Department of Energy spokesperson Damien LaVera sent a written statement to Local 2 saying: "The Department's loan program invests in advanced hybrid electric vehicles because they have the potential to significantly improve performance and fuel economy for American consumers. Our loans and loan guarantees have strict conditions in place to protect taxpayers. Our loan documents require borrowers to meet certain milestones and other conditions prior to receiving loan proceeds. As has been widely reported, Fisker has experienced some delays in its sales and production schedule -- which is common for start-ups. As Fisker works through those issues and incorporates lessons learned from the production of the Karma, the Department is working with Fisker to review a revised business plan and determine the best path forward so the company can meet its benchmarks, produce cars and employ workers here in America."

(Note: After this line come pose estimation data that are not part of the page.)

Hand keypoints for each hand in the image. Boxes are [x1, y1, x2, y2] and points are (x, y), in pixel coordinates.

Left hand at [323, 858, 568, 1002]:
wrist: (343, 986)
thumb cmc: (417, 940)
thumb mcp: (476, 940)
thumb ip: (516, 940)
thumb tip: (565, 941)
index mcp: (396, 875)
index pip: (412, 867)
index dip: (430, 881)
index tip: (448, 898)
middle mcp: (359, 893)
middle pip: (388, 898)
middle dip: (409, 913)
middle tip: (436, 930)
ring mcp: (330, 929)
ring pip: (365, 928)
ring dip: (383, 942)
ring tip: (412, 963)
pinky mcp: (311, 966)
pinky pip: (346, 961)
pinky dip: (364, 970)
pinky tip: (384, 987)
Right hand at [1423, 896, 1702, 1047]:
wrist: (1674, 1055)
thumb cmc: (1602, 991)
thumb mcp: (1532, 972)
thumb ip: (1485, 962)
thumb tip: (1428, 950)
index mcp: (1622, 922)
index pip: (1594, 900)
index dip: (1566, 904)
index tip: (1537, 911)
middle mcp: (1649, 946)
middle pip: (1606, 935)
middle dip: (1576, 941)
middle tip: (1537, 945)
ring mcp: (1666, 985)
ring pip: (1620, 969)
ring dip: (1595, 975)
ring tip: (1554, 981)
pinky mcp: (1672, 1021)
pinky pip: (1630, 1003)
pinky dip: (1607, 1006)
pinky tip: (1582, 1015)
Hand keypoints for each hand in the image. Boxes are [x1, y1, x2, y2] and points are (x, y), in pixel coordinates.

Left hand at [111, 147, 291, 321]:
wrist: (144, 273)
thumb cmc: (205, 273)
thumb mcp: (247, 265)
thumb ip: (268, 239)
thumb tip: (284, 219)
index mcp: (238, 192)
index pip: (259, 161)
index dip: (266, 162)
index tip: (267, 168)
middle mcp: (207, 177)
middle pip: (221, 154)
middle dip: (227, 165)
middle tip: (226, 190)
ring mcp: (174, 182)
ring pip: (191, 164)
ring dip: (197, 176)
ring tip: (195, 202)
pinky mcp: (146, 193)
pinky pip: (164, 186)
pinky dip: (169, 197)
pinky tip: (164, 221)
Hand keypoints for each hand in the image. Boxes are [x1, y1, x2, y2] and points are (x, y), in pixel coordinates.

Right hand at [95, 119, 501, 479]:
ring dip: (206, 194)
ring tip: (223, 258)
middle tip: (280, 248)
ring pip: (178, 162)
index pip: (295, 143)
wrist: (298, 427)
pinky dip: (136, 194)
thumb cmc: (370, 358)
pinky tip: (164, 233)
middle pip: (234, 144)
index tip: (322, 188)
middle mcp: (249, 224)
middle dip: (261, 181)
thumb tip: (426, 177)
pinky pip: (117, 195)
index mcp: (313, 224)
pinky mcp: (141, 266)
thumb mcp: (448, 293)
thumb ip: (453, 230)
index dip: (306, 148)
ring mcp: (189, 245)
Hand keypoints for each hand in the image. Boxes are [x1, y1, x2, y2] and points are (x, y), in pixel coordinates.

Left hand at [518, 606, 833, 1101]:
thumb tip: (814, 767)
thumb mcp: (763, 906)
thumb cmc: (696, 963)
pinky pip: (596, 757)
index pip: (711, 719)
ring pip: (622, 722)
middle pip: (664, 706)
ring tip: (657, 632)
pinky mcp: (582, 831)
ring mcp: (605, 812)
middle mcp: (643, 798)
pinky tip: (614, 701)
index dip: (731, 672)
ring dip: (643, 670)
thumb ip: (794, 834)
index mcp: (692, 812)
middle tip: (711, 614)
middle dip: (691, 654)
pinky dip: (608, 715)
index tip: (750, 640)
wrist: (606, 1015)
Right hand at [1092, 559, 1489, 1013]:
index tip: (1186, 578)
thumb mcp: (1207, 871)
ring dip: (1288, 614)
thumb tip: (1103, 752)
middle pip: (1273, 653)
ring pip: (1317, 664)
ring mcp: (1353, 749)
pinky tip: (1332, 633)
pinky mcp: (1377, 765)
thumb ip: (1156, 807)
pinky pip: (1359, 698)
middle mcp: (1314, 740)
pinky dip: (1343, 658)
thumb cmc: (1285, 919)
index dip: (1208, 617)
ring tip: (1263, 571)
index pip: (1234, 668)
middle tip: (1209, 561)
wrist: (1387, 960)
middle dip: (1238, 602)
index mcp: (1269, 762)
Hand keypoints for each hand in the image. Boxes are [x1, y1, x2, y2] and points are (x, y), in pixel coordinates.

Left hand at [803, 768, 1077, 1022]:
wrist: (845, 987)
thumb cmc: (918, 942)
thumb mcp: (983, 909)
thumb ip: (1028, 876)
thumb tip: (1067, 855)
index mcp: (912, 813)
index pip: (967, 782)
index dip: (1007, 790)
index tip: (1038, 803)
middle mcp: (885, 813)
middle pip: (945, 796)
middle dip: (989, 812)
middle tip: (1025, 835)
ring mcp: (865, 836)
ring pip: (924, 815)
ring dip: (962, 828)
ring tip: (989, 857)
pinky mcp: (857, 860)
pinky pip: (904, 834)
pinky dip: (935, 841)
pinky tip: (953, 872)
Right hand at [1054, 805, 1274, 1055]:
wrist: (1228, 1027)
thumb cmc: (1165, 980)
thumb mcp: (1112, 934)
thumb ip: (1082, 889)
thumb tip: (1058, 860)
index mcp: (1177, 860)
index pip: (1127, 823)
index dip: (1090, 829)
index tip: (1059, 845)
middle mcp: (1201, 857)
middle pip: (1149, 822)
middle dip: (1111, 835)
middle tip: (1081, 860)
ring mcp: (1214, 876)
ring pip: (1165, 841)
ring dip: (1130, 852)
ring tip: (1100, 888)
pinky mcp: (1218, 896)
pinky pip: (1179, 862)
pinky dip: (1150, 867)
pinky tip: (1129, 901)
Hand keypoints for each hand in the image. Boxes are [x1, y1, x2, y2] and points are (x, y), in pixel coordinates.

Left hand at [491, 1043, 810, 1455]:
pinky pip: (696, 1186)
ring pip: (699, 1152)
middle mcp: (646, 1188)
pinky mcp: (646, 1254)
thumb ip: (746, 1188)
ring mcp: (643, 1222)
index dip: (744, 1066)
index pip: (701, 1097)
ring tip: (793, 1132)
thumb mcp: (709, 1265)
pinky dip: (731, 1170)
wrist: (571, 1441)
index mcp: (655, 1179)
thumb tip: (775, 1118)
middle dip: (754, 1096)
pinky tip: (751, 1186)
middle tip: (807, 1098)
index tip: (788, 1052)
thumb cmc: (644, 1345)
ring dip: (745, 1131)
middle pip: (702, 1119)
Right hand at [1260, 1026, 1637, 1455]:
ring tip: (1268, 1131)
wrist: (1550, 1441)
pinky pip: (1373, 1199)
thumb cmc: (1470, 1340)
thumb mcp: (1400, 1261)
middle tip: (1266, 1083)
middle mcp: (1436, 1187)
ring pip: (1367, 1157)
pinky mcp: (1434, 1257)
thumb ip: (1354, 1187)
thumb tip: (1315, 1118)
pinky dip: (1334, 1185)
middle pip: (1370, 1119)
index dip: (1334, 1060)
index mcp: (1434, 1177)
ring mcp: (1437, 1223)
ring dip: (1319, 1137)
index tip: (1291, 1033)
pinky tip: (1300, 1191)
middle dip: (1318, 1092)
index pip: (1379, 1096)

In his statement to Local 2 LaVera also included a breakdown of the loan agreement with Fisker:
* Fisker's loan has two parts. The first includes $169 million to support the engineers who developed the tools, equipment and manufacturing processes for Fisker's first vehicle, the Fisker Karma.
* That work was done in Fisker's U.S. facilities, including its headquarters in Irvine, California which has 700 employees and plans to continue hiring.
* More than 45% of the components of the Fisker Karma sedan are manufactured by approximately 40 suppliers located in the U.S.
* The larger portion of the loan -- $359 million - is to support the production of Fisker's Nina vehicles (now called the Atlantic). Fisker plans to use this funding to bring a shuttered General Motors plant in Delaware back to life and employ more than 2,500 workers.
* According to public reports, this second Fisker car is expected to be approximately $50,000.
* To date, Fisker has drawn down less than $200 million of the $528 million loan.
* Fisker has successfully raised more than $1 billion in private sector investment to support its ongoing operations since closing its DOE loan.